It appears the Burning Man Organization (BMO), organizers of the annual Burning Man art and music festival, is reconsidering its "all your photos are belong to us" attitude toward images taken at the event. On April 7, the organizers called for community feedback on the Burning Man camera policy, including its approach to image rights. They're asking for comments via email (email@example.com) by Friday, April 23, in advance of an April 28 meeting on the issue.
We’ve repeatedly criticized BMO for the onerous terms and conditions it imposes on Burning Man ticket sales. For example, the Burning Man ticket terms require participants to assign to the BMO—in advance—the copyright to any pictures they take on the playa; and limit participants' rights to use their own photos online by obliging them to take down any photos to which the organizers object for any reason and forbidding them from allowing anyone else to download or copy the photos (meaning, participants can’t CC-license their photos, or dedicate them to the public domain).

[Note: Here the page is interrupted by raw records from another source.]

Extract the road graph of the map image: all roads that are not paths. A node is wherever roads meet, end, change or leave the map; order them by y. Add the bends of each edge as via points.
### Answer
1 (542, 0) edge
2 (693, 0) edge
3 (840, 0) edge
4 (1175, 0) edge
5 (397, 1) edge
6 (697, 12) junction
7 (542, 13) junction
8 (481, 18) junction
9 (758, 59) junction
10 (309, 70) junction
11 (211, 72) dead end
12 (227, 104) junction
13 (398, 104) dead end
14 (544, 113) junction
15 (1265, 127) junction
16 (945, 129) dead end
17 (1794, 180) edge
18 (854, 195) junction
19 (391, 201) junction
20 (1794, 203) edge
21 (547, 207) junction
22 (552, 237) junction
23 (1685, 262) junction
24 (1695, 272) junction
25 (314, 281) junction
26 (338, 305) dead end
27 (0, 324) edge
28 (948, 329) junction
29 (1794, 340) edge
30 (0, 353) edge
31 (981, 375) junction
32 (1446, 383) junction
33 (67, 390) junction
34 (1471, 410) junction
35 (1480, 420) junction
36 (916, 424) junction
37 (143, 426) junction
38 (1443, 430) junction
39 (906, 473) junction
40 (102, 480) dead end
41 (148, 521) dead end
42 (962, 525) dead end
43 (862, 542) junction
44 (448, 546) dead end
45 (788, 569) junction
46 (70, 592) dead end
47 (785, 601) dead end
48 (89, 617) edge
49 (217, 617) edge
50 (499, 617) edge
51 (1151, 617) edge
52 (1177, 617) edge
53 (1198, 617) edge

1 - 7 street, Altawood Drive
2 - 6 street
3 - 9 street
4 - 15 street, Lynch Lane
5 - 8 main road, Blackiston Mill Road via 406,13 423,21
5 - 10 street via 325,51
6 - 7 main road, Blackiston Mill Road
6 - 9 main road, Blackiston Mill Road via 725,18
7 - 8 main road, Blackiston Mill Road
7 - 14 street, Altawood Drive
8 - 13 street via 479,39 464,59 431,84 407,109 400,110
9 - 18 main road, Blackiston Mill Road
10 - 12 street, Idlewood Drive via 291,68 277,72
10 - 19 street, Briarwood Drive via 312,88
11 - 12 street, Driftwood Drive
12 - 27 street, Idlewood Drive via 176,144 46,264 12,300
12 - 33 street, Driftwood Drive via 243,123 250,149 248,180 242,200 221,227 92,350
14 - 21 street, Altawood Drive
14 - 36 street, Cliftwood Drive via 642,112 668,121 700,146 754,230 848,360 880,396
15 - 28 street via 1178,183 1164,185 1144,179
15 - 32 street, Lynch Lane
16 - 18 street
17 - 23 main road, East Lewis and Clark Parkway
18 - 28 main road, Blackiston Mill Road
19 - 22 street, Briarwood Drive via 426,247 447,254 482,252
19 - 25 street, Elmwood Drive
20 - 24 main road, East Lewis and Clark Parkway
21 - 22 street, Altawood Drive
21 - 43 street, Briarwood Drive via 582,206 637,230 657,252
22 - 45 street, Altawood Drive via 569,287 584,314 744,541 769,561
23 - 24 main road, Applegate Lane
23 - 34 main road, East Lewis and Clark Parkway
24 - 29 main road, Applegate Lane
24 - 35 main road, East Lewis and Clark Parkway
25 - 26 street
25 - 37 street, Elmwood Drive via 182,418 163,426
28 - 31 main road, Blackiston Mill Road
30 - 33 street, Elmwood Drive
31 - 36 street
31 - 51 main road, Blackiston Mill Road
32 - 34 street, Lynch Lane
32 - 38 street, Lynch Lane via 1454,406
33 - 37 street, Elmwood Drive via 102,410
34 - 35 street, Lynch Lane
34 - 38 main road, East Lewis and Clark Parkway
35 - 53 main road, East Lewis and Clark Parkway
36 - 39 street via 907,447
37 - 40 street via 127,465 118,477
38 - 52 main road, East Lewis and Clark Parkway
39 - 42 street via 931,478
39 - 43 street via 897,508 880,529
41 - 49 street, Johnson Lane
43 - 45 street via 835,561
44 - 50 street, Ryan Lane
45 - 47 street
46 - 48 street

BMO claims that the ticket terms are necessary to protect Black Rock City’s unique culture and the privacy of its participants. Furthermore, BMO points out that the limitations are rarely enforced and they only claim copyright if the photos are used in a way BMO doesn't authorize. By asserting copyright in photographs taken at the event, BMO can use the streamlined "notice and takedown" process enshrined in the Digital Millennium Copyright Act (DMCA) to quickly remove unapproved photos from the Internet.
But using online ticket terms for fast and easy takedown and to restrict CC-licensing and dedication to the public domain is a terrible precedent to set. We understand the real challenges BMO faces in trying to preserve its noncommercial, community character. That said, a benevolent censor is still a censor, and if other event organizers follow suit, assignment and abrogation of rights could become standard Terms of (Ab)use in all ticket contracts.
We're glad that BMO is revisiting its image rights policy, and we hope the community will take full advantage of this opportunity to weigh in. So, Burners, if you care about your digital rights, tell the BMO that using take-it-or-leave-it fine print to assert veto rights over online expression is no way to promote a “society that connects each individual to his or her creative powers.”